*INPUT DATA:*
⁂

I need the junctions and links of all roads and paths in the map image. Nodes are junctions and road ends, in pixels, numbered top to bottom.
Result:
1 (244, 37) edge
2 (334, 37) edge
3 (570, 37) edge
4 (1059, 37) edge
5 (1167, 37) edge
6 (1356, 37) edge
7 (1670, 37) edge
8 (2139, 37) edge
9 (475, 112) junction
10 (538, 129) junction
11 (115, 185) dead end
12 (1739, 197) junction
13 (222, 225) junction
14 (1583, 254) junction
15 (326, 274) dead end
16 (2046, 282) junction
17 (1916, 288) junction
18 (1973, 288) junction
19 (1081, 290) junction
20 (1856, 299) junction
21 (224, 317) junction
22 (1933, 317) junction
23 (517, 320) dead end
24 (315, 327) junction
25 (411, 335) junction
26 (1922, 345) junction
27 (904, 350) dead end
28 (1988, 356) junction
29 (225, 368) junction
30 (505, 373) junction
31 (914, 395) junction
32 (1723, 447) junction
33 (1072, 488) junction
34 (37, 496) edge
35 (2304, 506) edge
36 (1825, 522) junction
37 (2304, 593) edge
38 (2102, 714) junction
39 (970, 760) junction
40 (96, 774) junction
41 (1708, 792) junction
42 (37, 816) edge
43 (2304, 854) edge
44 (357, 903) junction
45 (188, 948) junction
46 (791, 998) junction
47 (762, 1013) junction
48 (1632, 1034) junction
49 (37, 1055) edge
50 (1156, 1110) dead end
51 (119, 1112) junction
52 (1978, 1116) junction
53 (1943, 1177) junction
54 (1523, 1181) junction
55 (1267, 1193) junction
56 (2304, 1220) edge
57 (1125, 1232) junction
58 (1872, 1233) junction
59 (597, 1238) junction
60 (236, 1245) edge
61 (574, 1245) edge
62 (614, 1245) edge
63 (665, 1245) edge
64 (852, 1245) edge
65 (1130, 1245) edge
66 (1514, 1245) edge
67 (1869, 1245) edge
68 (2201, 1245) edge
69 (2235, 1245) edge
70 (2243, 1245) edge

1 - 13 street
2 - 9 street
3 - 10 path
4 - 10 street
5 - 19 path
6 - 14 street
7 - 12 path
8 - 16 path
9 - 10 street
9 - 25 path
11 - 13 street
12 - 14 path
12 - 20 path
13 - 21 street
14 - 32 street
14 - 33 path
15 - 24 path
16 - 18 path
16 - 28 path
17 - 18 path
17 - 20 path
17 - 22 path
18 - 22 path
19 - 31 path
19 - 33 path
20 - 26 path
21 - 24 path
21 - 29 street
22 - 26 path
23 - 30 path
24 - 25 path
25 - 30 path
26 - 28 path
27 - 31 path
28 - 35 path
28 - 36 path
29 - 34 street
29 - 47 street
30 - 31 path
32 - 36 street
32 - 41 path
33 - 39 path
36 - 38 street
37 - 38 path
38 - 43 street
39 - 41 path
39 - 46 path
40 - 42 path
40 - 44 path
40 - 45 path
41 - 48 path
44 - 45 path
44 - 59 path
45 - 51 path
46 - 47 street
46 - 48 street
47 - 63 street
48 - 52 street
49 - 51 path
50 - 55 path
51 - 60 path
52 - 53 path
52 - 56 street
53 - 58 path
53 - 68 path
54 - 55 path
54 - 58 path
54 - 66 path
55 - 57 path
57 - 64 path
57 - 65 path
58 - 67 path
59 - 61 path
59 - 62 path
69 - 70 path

⁂

*WHAT THIS TASK INVOLVES:*
Gather every line from the listing above in which the word "dead" appears.

*ANSWER TO THIS TASK:*
11 (115, 185) dead end
15 (326, 274) dead end
23 (517, 320) dead end
27 (904, 350) dead end
50 (1156, 1110) dead end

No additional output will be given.